* What to work on:
Search the records for the string "paths", then copy each line that has it.

+===+

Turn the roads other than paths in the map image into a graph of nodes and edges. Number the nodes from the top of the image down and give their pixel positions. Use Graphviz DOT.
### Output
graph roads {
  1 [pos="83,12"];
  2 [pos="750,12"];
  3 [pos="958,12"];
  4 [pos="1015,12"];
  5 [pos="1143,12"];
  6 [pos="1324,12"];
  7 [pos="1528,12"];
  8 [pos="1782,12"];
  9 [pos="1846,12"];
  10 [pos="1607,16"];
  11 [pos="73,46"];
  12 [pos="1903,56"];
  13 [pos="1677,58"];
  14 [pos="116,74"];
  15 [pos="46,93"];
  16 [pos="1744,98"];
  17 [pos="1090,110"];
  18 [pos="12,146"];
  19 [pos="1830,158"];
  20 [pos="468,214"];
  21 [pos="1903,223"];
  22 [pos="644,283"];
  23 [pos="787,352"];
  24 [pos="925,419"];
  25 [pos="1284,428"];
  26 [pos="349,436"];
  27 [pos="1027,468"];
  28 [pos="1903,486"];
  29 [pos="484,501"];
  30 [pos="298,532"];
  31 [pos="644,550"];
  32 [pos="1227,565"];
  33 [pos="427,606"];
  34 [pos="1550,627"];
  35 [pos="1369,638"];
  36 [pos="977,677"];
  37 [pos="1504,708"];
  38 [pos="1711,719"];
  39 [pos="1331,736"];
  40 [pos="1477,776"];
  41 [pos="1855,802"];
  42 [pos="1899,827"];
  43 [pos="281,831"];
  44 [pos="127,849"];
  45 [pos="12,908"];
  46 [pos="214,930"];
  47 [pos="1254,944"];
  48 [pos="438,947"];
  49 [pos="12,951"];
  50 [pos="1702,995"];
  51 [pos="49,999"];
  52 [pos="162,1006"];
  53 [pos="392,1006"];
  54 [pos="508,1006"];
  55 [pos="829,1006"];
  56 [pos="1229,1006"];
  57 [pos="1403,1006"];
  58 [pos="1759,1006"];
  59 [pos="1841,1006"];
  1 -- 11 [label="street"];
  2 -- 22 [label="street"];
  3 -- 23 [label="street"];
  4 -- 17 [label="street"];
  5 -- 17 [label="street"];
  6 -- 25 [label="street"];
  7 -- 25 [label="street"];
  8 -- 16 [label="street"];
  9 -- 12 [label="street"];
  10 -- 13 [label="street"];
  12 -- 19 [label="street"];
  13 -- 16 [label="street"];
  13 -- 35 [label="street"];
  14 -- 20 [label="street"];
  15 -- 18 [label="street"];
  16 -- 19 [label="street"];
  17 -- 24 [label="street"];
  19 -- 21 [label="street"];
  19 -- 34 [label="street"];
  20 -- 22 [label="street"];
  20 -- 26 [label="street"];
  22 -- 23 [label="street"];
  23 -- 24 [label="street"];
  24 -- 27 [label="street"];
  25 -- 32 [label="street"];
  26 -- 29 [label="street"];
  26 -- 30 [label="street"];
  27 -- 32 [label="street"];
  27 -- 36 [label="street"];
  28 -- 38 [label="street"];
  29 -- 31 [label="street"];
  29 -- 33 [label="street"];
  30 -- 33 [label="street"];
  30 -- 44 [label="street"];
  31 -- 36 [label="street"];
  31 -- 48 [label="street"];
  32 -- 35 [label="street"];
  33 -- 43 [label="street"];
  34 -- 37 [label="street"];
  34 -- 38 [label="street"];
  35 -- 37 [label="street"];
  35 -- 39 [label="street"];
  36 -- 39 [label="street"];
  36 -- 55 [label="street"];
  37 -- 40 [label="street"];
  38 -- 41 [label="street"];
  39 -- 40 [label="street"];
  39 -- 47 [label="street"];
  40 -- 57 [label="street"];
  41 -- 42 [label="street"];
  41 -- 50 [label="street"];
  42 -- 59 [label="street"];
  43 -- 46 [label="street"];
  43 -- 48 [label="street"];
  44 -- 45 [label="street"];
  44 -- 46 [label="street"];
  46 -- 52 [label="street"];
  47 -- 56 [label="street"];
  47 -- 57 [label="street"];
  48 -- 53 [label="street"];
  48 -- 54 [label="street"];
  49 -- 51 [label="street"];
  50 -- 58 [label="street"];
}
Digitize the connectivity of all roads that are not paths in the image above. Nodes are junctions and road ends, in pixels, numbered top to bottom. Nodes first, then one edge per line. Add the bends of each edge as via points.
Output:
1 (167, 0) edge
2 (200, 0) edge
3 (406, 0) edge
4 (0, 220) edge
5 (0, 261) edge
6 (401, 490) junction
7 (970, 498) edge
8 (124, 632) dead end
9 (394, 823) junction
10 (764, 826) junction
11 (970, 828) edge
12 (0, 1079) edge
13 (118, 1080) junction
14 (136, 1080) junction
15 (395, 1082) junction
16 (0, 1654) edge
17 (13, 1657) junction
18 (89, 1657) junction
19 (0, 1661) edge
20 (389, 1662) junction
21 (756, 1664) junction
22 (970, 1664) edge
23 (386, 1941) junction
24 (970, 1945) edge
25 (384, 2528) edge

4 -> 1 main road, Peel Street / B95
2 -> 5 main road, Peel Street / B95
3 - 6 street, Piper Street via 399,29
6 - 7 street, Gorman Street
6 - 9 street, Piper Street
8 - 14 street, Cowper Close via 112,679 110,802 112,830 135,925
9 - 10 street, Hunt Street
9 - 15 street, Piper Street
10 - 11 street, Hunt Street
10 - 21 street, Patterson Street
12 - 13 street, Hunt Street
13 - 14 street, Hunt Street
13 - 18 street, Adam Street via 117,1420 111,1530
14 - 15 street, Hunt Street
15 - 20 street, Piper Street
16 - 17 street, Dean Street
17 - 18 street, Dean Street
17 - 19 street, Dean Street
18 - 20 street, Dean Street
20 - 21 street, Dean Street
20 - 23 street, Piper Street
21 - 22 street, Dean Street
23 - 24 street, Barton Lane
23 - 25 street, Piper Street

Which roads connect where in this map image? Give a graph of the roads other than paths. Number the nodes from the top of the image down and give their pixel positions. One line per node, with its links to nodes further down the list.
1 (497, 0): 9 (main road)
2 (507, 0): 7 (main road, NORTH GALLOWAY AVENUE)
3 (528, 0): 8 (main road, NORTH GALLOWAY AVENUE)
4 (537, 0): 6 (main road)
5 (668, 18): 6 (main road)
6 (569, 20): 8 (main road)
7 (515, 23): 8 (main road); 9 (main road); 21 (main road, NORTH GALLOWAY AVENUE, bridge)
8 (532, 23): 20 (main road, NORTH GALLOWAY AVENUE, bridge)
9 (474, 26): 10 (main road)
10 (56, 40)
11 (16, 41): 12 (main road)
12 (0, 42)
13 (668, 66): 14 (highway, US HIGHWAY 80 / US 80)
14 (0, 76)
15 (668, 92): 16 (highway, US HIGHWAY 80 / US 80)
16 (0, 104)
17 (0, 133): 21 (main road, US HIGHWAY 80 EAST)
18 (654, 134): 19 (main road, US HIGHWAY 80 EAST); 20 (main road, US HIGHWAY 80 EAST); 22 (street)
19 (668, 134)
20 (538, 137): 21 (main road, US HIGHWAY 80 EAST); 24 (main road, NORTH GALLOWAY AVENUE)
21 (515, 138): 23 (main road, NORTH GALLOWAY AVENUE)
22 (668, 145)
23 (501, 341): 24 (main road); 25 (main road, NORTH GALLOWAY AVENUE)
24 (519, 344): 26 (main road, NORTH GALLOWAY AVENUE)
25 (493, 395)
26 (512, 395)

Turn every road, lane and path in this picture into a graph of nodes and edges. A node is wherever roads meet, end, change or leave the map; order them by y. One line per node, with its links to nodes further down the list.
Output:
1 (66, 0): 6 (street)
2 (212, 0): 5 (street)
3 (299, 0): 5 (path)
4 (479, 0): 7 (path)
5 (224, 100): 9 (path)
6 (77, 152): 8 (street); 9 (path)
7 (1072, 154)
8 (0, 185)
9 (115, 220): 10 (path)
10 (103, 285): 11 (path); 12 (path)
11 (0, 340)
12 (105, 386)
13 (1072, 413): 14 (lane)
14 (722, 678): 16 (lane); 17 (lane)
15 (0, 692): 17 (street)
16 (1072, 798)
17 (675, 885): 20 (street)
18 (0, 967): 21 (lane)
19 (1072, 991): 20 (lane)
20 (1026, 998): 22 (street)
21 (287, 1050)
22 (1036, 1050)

+===+

* Solution for this task:
Turn the roads other than paths in the map image into a graph of nodes and edges. Number the nodes from the top of the image down and give their pixel positions. Use Graphviz DOT.
Digitize the connectivity of all roads that are not paths in the image above. Nodes are junctions and road ends, in pixels, numbered top to bottom. Nodes first, then one edge per line. Add the bends of each edge as via points.
Which roads connect where in this map image? Give a graph of the roads other than paths. Number the nodes from the top of the image down and give their pixel positions. One line per node, with its links to nodes further down the list.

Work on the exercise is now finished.